Browder is set to testify on Thursday. But Manafort and Simpson have since worked out deals with the committee to either testify behind closed doors or submit written answers to the committee's questions. Trump Jr.'s situation is unclear.
In his written testimony submitted to the committee earlier this week, Browder said that Fusion was hired by BakerHostetler, which was itself hired by Veselnitskaya, "to conduct a smear campaign against me and Sergei Magnitsky in advance of congressional hearings on the Global Magnitsky Act."
Fusion "contacted a number of major newspapers and other publications to spread false information that Sergei Magnitsky was not murdered, was not a whistle-blower, and was instead a criminal," Browder wrote. He added that BakerHostetler was instructed to "to lobby members of Congress to support an amendment taking Sergei Magnitsky's name off the Global Magnitsky Act."
BakerHostetler did not return repeated requests for comment. In a statement to Business Insider, Fusion said that the president's "political allies" - presumably Grassley, who supported Trump's candidacy - "are targeting Fusion GPS because the firm was reported to be the first to raise the alarm over Trump campaign's links to Russia."
"Sen. Grassley has been raising concerns about inadequate enforcement of FARA for years," Foy said in an email on Wednesday.
"Fusion GPS allegedly failed to register under the law for work it was doing to advance Russian interests by repealing sanctions against human rights violators, and it was doing this work at roughly the same time it was producing the unverified Trump dossier, which relies heavily on Russian sources," Foy said. "So of course it would be relevant both to the committee's review of FARA enforcement and the dossier."
There is another player now alleging that Fusion, in a case completely unrelated to Russia or the Magnitsky Act, acted in violation of FARA.
Thor Halvorssen, the founder of an organization called the Human Rights Foundation, wrote in testimony submitted to the committee on Tuesday that Fusion engaged "in a multi-billion-dollar corruption case benefiting the Venezuelan regime" in 2012.

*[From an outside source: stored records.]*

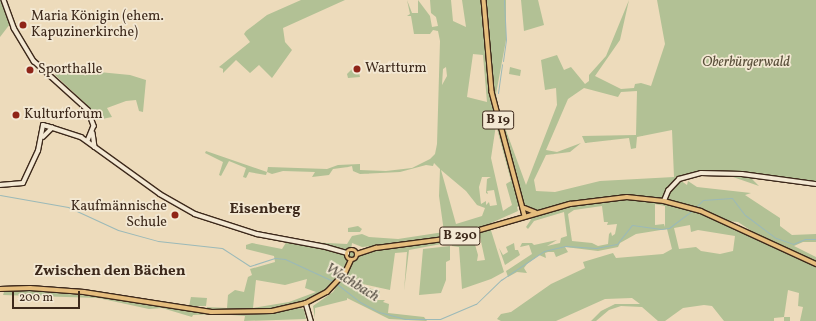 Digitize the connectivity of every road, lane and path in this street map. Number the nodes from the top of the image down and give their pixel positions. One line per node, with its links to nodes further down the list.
1 (4, 0): 4 (street)
2 (484, 0): 13 (main road, B 19)
3 (53, 127): 6 (street); 7 (street); 7 (street)
4 (93, 130): 5 (street); 6 (street); 8 (street)
5 (93, 136): 8 (street); 9 (street)
6 (81, 137): 8 (street)
7 (42, 138): 11 (street)
8 (88, 141): 9 (street)
9 (95, 148): 17 (street)
10 (816, 184): 12 (street)
11 (0, 185)
12 (664, 200): 14 (main road); 20 (main road)
13 (524, 209): 14 (main road); 15 (main road, B 19); 16 (main road)
14 (536, 212): 15 (main road)
15 (525, 215): 16 (main road, B 290)
16 (518, 218): 18 (main road, B 290)
17 (347, 253): 18 (main road, B 290); 19 (main road)
18 (357, 254): 19 (main road, B 290)
19 (351, 260): 22 (main road, B 290)
20 (816, 264)
21 (0, 290): 22 (main road, B 290)
22 (306, 303): 23 (street)
23 (311, 321)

"In 2012 I began researching a Venezuelan corruption scandal that also involved U.S.banks, companies, and even U.S. courts," Halvorssen wrote. "This story should have received extensive exposure on the front pages of America's national newspapers. Fusion GPS, however, was hired to spike these stories. Even though it was clearly acting as a public relations counsel on behalf of a foreign principal, Fusion GPS never registered under FARA and was able to engage in nefarious activities without public scrutiny."
Halvorssen alleged in his testimony that he, like Browder, was the victim of a "smear" campaign by Simpson and Fusion. He wrote that Fusion hired journalists to write blog posts claiming that he received treatment for a heroin addiction that was paid for by Peter Thiel.

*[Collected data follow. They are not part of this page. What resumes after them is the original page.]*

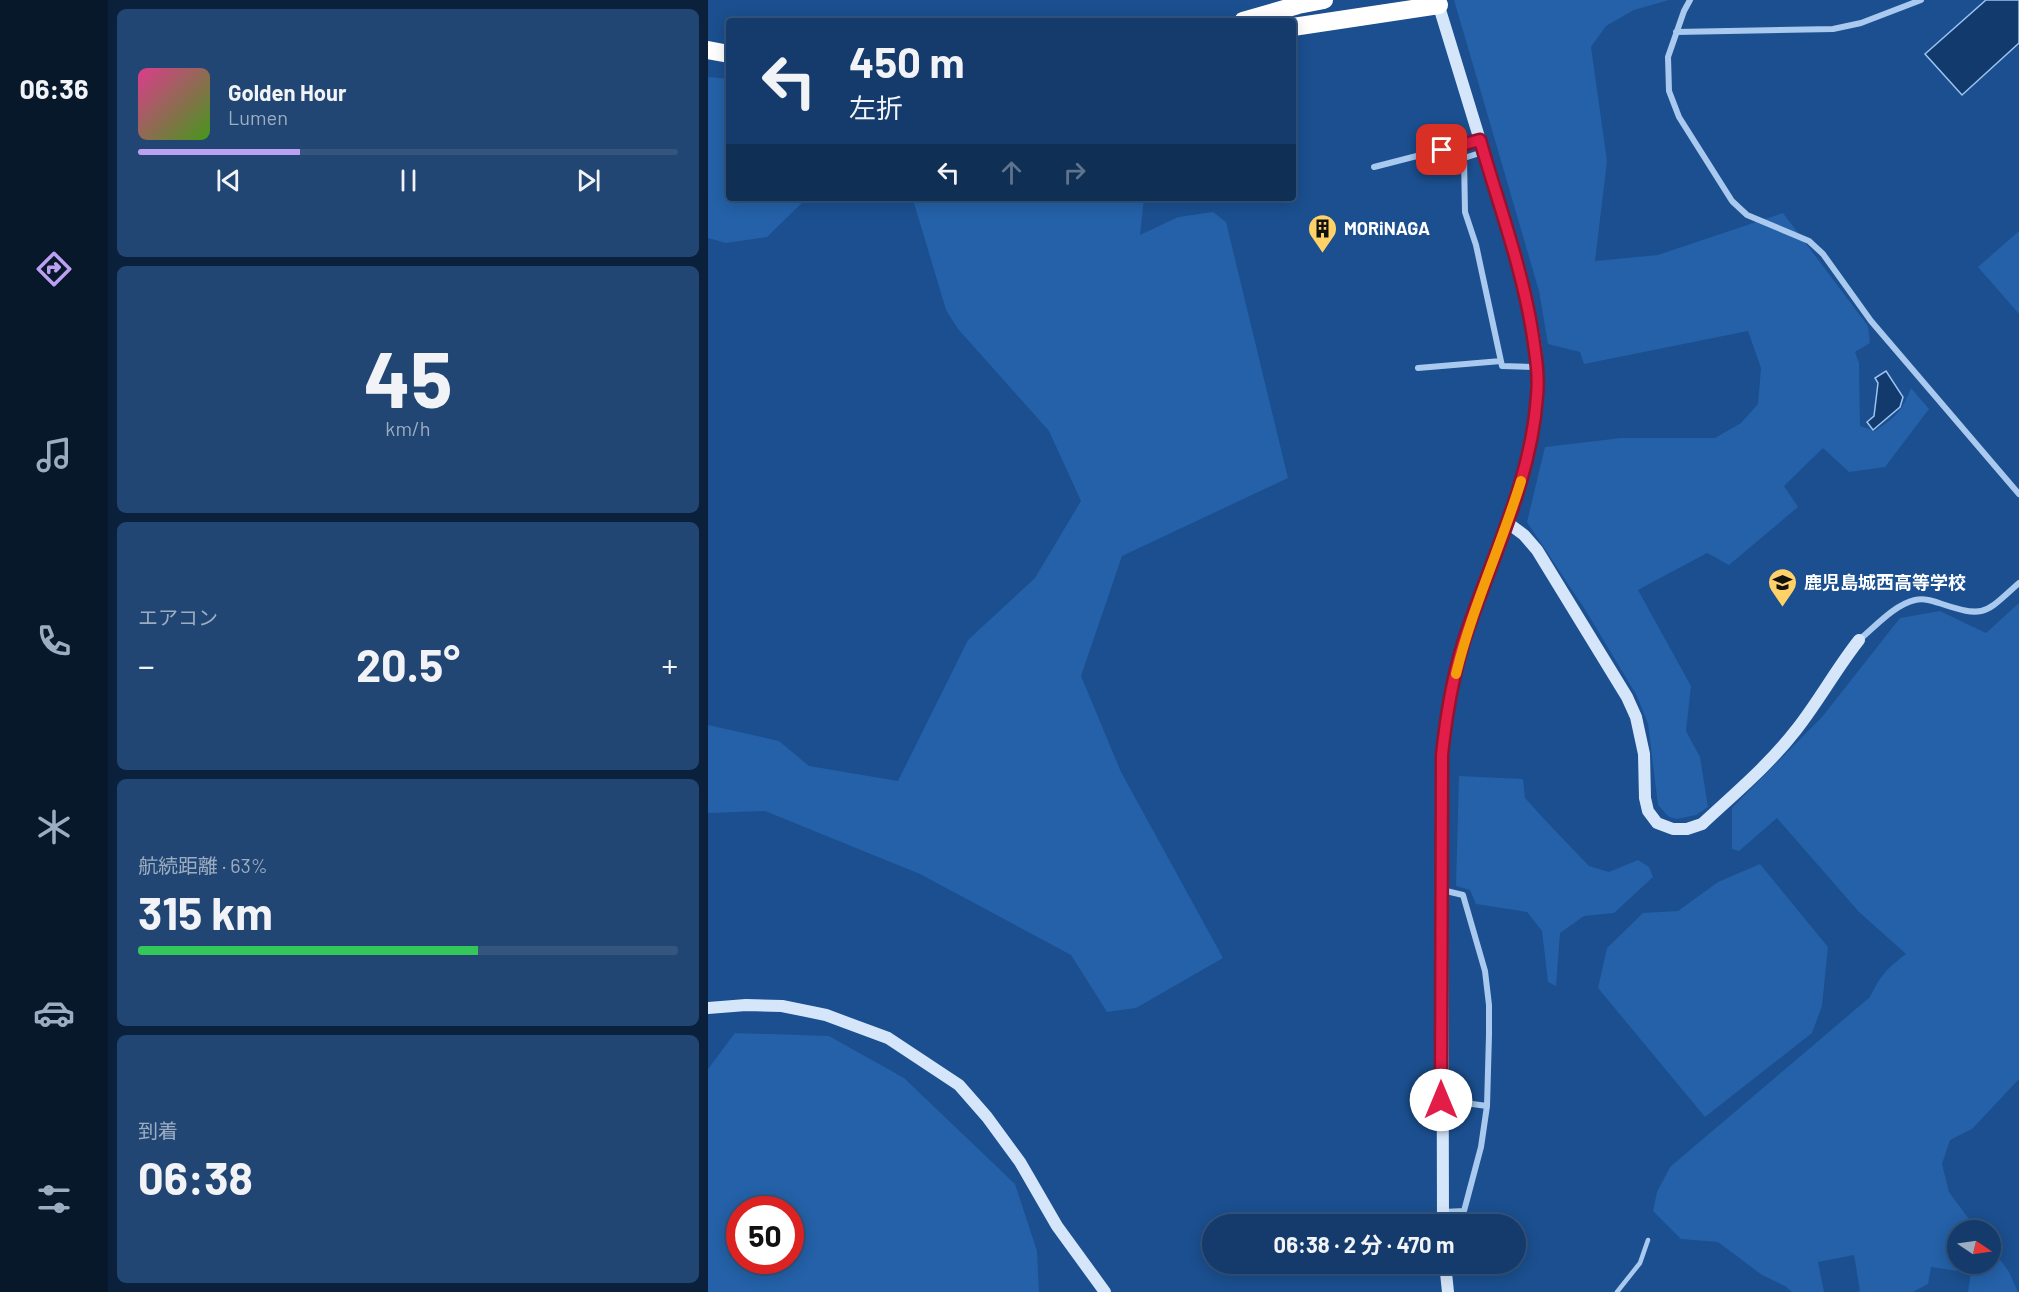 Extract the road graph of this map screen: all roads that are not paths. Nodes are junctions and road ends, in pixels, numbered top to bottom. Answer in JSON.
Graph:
{"nodes":[{"id":1,"x":1324,"y":0,"type":"edge"},
{"id":2,"x":1690,"y":0,"type":"edge"},
{"id":3,"x":1921,"y":0,"type":"edge"},
{"id":4,"x":1438,"y":2,"type":"edge"},
{"id":5,"x":1253,"y":18,"type":"edge"},
{"id":6,"x":1296,"y":26,"type":"edge"},
{"id":7,"x":1676,"y":32,"type":"junction"},
{"id":8,"x":708,"y":50,"type":"edge"},
{"id":9,"x":726,"y":54,"type":"edge"},
{"id":10,"x":708,"y":55,"type":"edge"},
{"id":11,"x":726,"y":55,"type":"edge"},
{"id":12,"x":1482,"y":146,"type":"junction"},
{"id":13,"x":1374,"y":167,"type":"dead end"},
{"id":14,"x":1501,"y":361,"type":"junction"},
{"id":15,"x":1537,"y":367,"type":"junction"},
{"id":16,"x":1418,"y":368,"type":"dead end"},
{"id":17,"x":2019,"y":494,"type":"edge"},
{"id":18,"x":1508,"y":523,"type":"junction"},
{"id":19,"x":2019,"y":584,"type":"edge"},
{"id":20,"x":1859,"y":640,"type":"joint"},
{"id":21,"x":1442,"y":890,"type":"junction"},
{"id":22,"x":708,"y":1008,"type":"edge"},
{"id":23,"x":1441,"y":1100,"type":"junction"},
{"id":24,"x":1487,"y":1106,"type":"junction"},
{"id":25,"x":1443,"y":1214,"type":"edge"},
{"id":26,"x":1455,"y":1214,"type":"edge"},
{"id":27,"x":1648,"y":1240,"type":"dead end"},
{"id":28,"x":1446,"y":1274,"type":"edge"},
{"id":29,"x":1105,"y":1292,"type":"edge"},
{"id":30,"x":1448,"y":1292,"type":"edge"},
{"id":31,"x":1617,"y":1292,"type":"edge"}],
"edges":[{"from":1,"to":5,"type":"highway"},
{"from":2,"to":7,"type":"street"},
{"from":3,"to":7,"type":"street"},
{"from":4,"to":6,"type":"highway"},
{"from":4,"to":12,"type":"main road"},
{"from":7,"to":17,"type":"street"},
{"from":8,"to":9,"type":"highway"},
{"from":10,"to":11,"type":"highway"},
{"from":12,"to":13,"type":"street"},
{"from":12,"to":14,"type":"street"},
{"from":12,"to":15,"type":"main road"},
{"from":14,"to":15,"type":"street"},
{"from":14,"to":16,"type":"street"},
{"from":15,"to":18,"type":"main road"},
{"from":18,"to":20,"type":"main road"},
{"from":18,"to":21,"type":"main road"},
{"from":19,"to":20,"type":"street"},
{"from":21,"to":23,"type":"main road"},
{"from":21,"to":24,"type":"street"},
{"from":22,"to":29,"type":"main road"},
{"from":23,"to":24,"type":"street"},
{"from":23,"to":25,"type":"main road"},
{"from":24,"to":26,"type":"street"},
{"from":27,"to":31,"type":"lane"},
{"from":28,"to":30,"type":"main road"}]}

Both Browder and Halvorssen flatly denied in separate interviews that their stories were coordinated in any way.
"When my case became public, I learned about Thor's and I encouraged him to go public with it," Browder said.
Halvorssen's organization lists Browder as a donor, but both maintained that was for a ticket Browder purchased to the HRF's Oslo Freedom Forum in 2016.

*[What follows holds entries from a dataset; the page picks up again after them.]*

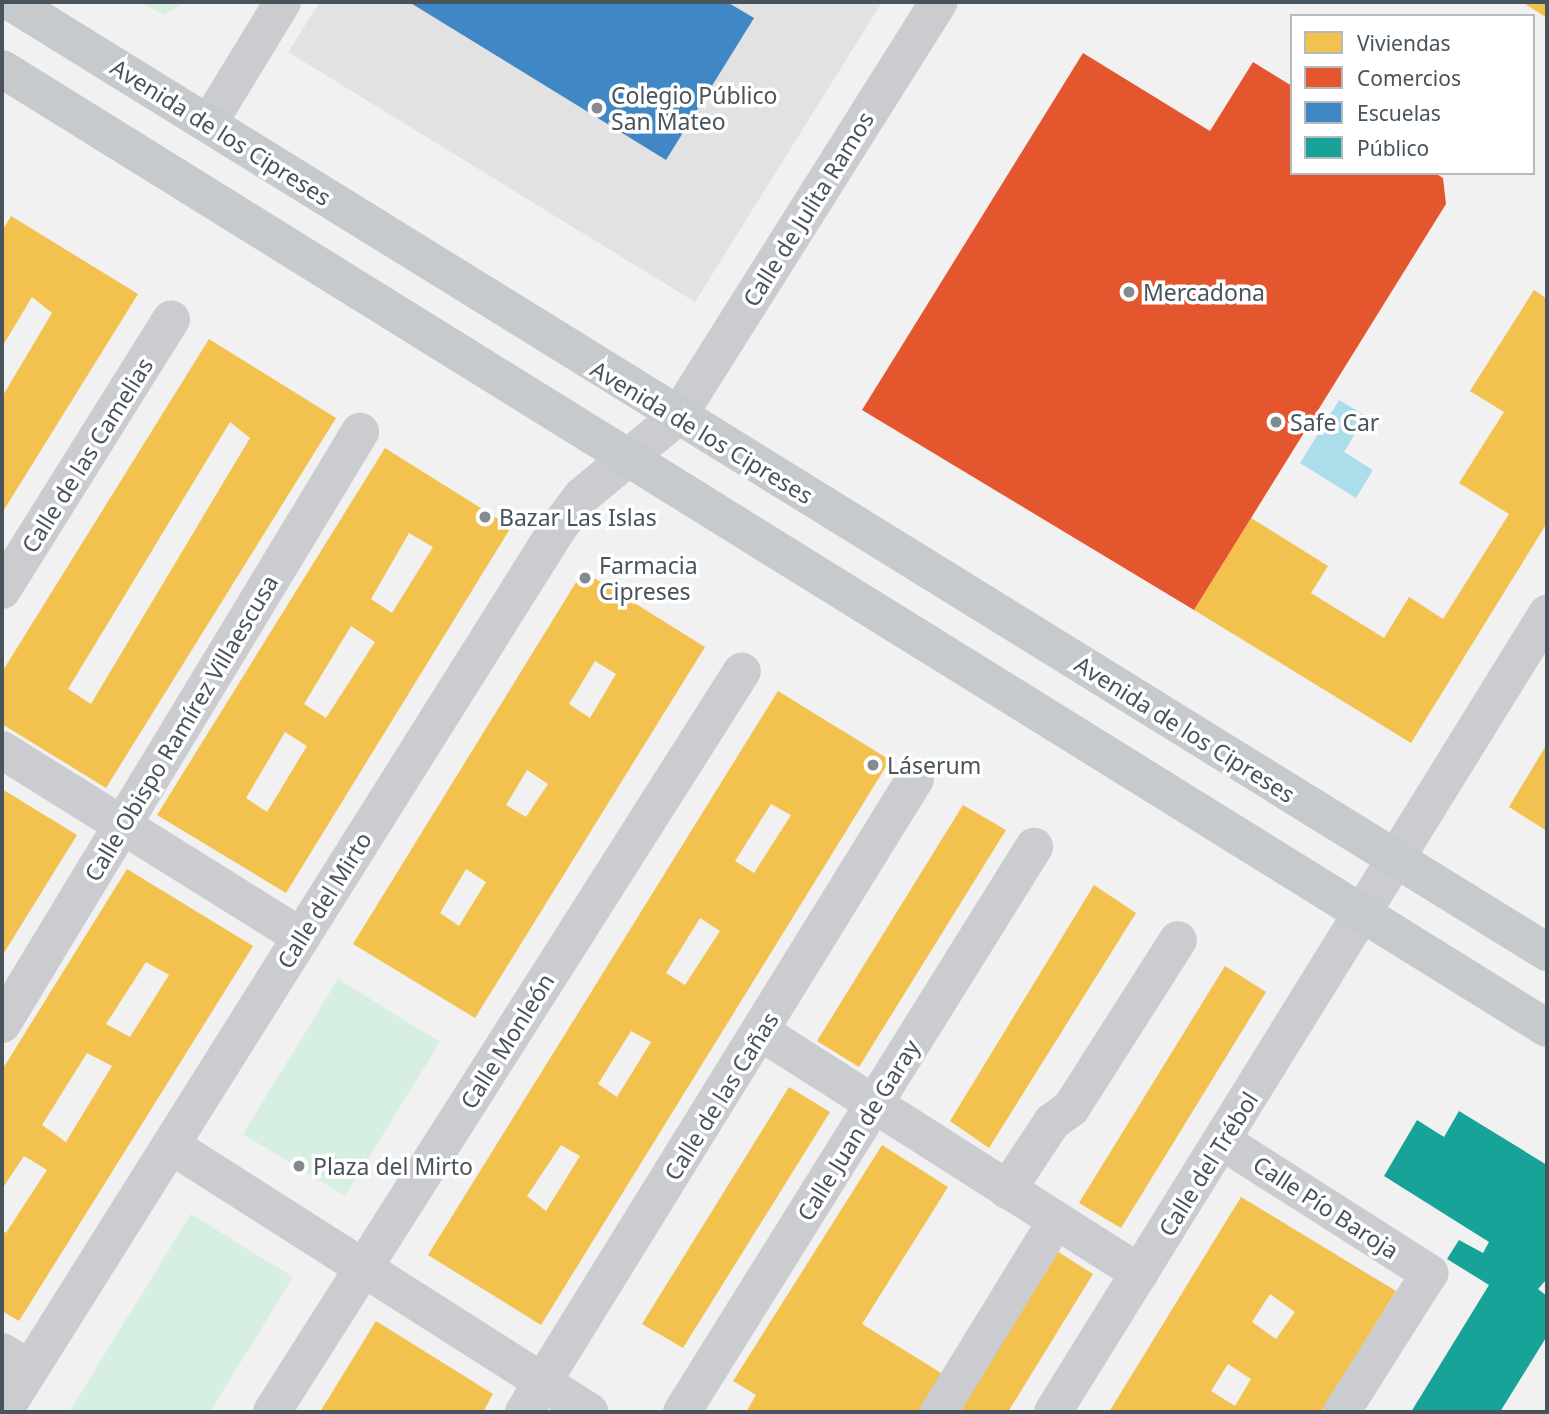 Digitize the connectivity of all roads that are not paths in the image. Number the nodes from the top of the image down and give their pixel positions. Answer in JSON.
{"nodes":[{"id":1,"x":11,"y":2,"type":"edge"},
{"id":2,"x":282,"y":2,"type":"edge"},
{"id":3,"x":939,"y":2,"type":"edge"},
{"id":4,"x":2,"y":69,"type":"edge"},
{"id":5,"x":208,"y":123,"type":"junction"},
{"id":6,"x":172,"y":320,"type":"dead end"},
{"id":7,"x":678,"y":416,"type":"junction"},
{"id":8,"x":360,"y":432,"type":"dead end"},
{"id":9,"x":627,"y":455,"type":"junction"},
{"id":10,"x":2,"y":590,"type":"edge"},
{"id":11,"x":1547,"y":614,"type":"edge"},
{"id":12,"x":742,"y":671,"type":"dead end"},
{"id":13,"x":2,"y":751,"type":"edge"},
{"id":14,"x":915,"y":779,"type":"dead end"},
{"id":15,"x":122,"y":825,"type":"junction"},
{"id":16,"x":1034,"y":847,"type":"dead end"},
{"id":17,"x":1395,"y":859,"type":"junction"},
{"id":18,"x":1362,"y":916,"type":"junction"},
{"id":19,"x":301,"y":937,"type":"junction"},
{"id":20,"x":1178,"y":940,"type":"dead end"},
{"id":21,"x":1547,"y":953,"type":"edge"},
{"id":22,"x":2,"y":1024,"type":"edge"},
{"id":23,"x":1547,"y":1028,"type":"edge"},
{"id":24,"x":761,"y":1032,"type":"junction"},
{"id":25,"x":873,"y":1107,"type":"junction"},
{"id":26,"x":1222,"y":1141,"type":"junction"},
{"id":27,"x":172,"y":1146,"type":"junction"},
{"id":28,"x":1007,"y":1191,"type":"junction"},
{"id":29,"x":1044,"y":1239,"type":"dead end"},
{"id":30,"x":365,"y":1269,"type":"junction"},
{"id":31,"x":1140,"y":1273,"type":"junction"},
{"id":32,"x":1429,"y":1273,"type":"joint"},
{"id":33,"x":15,"y":1360,"type":"edge"},
{"id":34,"x":533,"y":1397,"type":"edge"},
{"id":35,"x":3,"y":1412,"type":"edge"},
{"id":36,"x":272,"y":1412,"type":"edge"},
{"id":37,"x":590,"y":1412,"type":"edge"},
{"id":38,"x":682,"y":1412,"type":"edge"},
{"id":39,"x":939,"y":1412,"type":"edge"},
{"id":40,"x":1053,"y":1412,"type":"edge"},
{"id":41,"x":1341,"y":1412,"type":"edge"}],
"edges":[{"from":1,"to":5,"type":"main road","name":"Avenida de los Cipreses"},
{"from":2,"to":5,"type":"street"},
{"from":3,"to":7,"type":"street","name":"Calle de Julita Ramos"},
{"from":4,"to":9,"type":"main road"},
{"from":5,"to":7,"type":"main road","name":"Avenida de los Cipreses"},
{"from":6,"to":10,"type":"street","name":"Calle de las Camelias"},
{"from":7,"to":9,"type":"street","name":"Calle del Mirto"},
{"from":7,"to":17,"type":"main road","name":"Avenida de los Cipreses"},
{"from":8,"to":15,"type":"street","name":"Calle Obispo Ramírez Villaescusa"},
{"from":9,"to":18,"type":"main road"},
{"from":9,"to":19,"type":"street","name":"Calle del Mirto"},
{"from":11,"to":17,"type":"street"},
{"from":12,"to":30,"type":"street","name":"Calle Monleón"},
{"from":13,"to":15,"type":"street"},
{"from":14,"to":24,"type":"street","name":"Calle de las Cañas"},
{"from":15,"to":19,"type":"street"},
{"from":15,"to":22,"type":"street","name":"Calle Obispo Ramírez Villaescusa"},
{"from":16,"to":25,"type":"street","name":"Calle Juan de Garay"},
{"from":17,"to":18,"type":"street"},
{"from":17,"to":21,"type":"main road","name":"Avenida de los Cipreses"},
{"from":18,"to":23,"type":"main road"},
{"from":18,"to":26,"type":"street","name":"Calle del Trébol"},
{"from":19,"to":27,"type":"street","name":"Calle del Mirto"},
{"from":20,"to":28,"type":"street"},
{"from":24,"to":25,"type":"street"},
{"from":24,"to":34,"type":"street","name":"Calle de las Cañas"},
{"from":25,"to":28,"type":"street"},
{"from":25,"to":38,"type":"street","name":"Calle Juan de Garay"},
{"from":26,"to":31,"type":"street","name":"Calle del Trébol"},
{"from":26,"to":32,"type":"street","name":"Calle Pío Baroja"},
{"from":27,"to":30,"type":"street"},
{"from":27,"to":33,"type":"street","name":"Calle del Mirto"},
{"from":28,"to":31,"type":"street"},
{"from":29,"to":39,"type":"street"},
{"from":30,"to":34,"type":"street"},
{"from":30,"to":36,"type":"street","name":"Calle Monleón"},
{"from":31,"to":40,"type":"street","name":"Calle del Trébol"},
{"from":32,"to":41,"type":"street"},
{"from":33,"to":35,"type":"street","name":"Calle del Mirto"},
{"from":34,"to":37,"type":"street"}]}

Asked whether he harbored a personal vendetta against Simpson for his work with BakerHostetler and, by extension, with the anti-Magnitsky lobbyist Natalia Veselnitskaya, Browder was unequivocal.
"He is a bit player and not important enough for me to have a vendetta against," Browder said. "I have a vendetta against Vladimir Putin, who murdered Magnitsky and covered up the crimes of his officials."